Although we now know that such deaths were caused more by loss of thermal control than by respiratory problems, the nineteenth—century physiologists who did the experiments convinced the hygienists that cleansing the pores regularly with warm water was crucial to health and even to life. When Francis Bacon bathed in the seventeenth century, he took remarkable precautions to keep the pores as tightly closed as possible, to minimize the water that entered the body. Now, doctors urged the opposite course. To them, a dirty skin, which was still seen by the peasantry as protective and strengthening, interfered with the proper functioning of the body.

On a visit to England in the 1860s, the Frenchman Hippolyte Taine found its houses deficient in taste. On the outside, they veered from bland to overly picturesque, “like toys made of painted cardboard.” Inside, they lacked the French attention to matching colours and styles of furniture. But what they lacked in appearance, they made up for in comfort and service, especially in their bedrooms. On his dressing table in a country house, Taine found a large jug, a small jug, a medium one for hot water, two basins, a toothbrush dish, two soap dishes and a water bottle with tumbler. On the shelf underneath was a shallow zinc tub for the morning sponge bath; nearby was a towel horse with four different kinds of towels, one very thick. In the morning, a servant brought a jug of hot water and a linen mat to stand on while washing; the water was replenished before luncheon and dinner. Taine begged pardon for these “trifling details,” but they showed the degree of luxury demanded by the English: “It has been laughingly said that they also spend one-fifth of their lives at a wash-basin.”

Bathing for health as well as cleanliness, at home or in a hotel—all possible with the folding bath cabinet.

Taine’s view was shared by many of his compatriots, who had regarded England since the end of the eighteenth century as the land of modern conveniences and hygiene. But the French overestimated the extent of British cleanliness.
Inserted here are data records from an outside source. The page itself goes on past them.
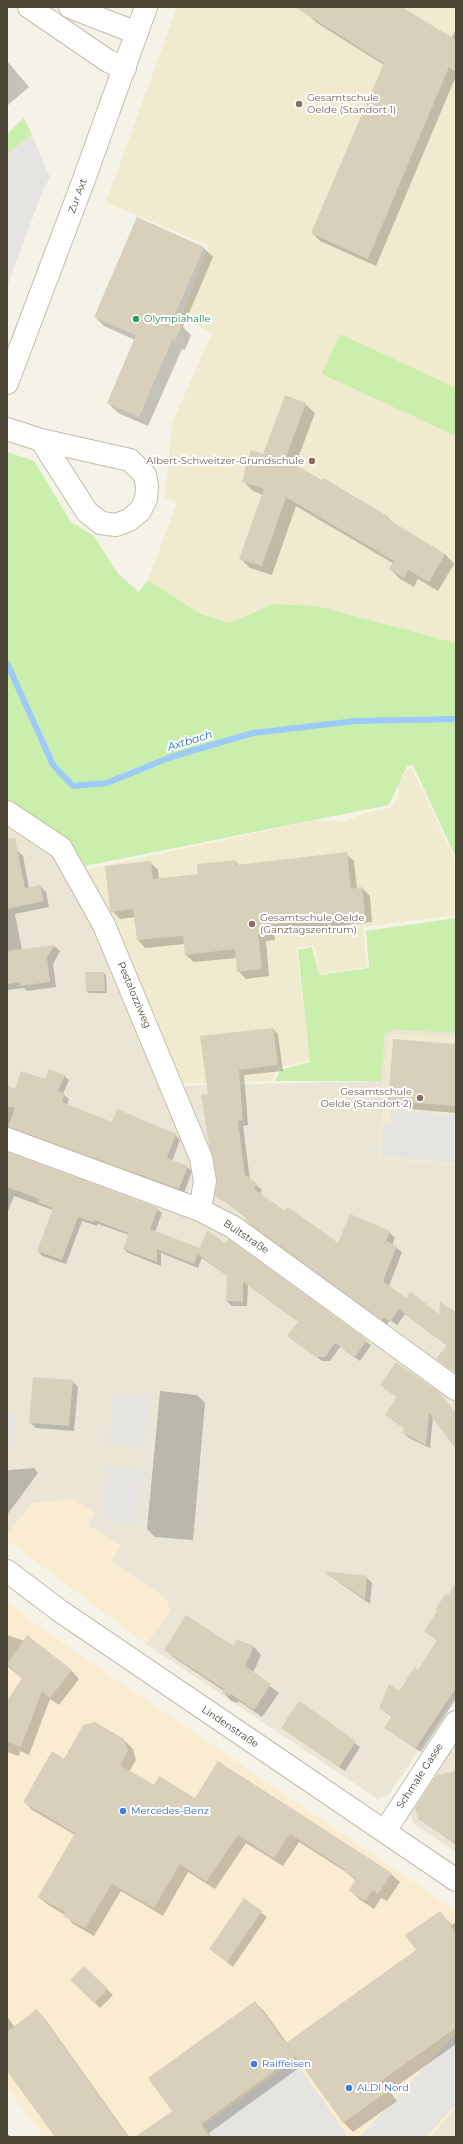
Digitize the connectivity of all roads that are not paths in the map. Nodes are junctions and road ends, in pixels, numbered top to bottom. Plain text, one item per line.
1 (29, 7) edge
2 (70, 7) edge
3 (146, 7) edge
4 (137, 33) junction
5 (125, 68) junction
6 (7, 383) edge
7 (7, 429) edge
8 (41, 440) junction
9 (7, 812) edge
10 (7, 1138) edge
11 (200, 1210) junction
12 (456, 1389) edge
13 (7, 1571) edge
14 (456, 1722) edge
15 (385, 1831) junction
16 (456, 1880) edge

1 - 5 street
2 - 4 street
3 - 4 street, Zur Axt
4 - 5 street, Zur Axt
5 - 6 street, Zur Axt
7 - 8 street
8 - 8 street
9 - 11 street, Pestalozziweg
10 - 11 street, Bultstraße
11 - 12 street, Bultstraße
13 - 15 street, Lindenstraße
14 - 15 street, Schmale Gasse
15 - 16 street, Lindenstraße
In 1812, London’s Common Council refused to supply the Lord Mayor with a shower bath in his residence because “the want thereof has never been complained of.” The master of a Cambridge college had a different reason for saying no when it was suggested that baths be built for the students: there was no need, he responded, since “these young men are with us only for eight weeks at a time.” Even Queen Victoria, when she took up residence in Buckingham Palace in 1837, had no bathroom. She used part of her allowance for clothing and personal items to have hot water piped into her bedroom, where she bathed in a portable tub.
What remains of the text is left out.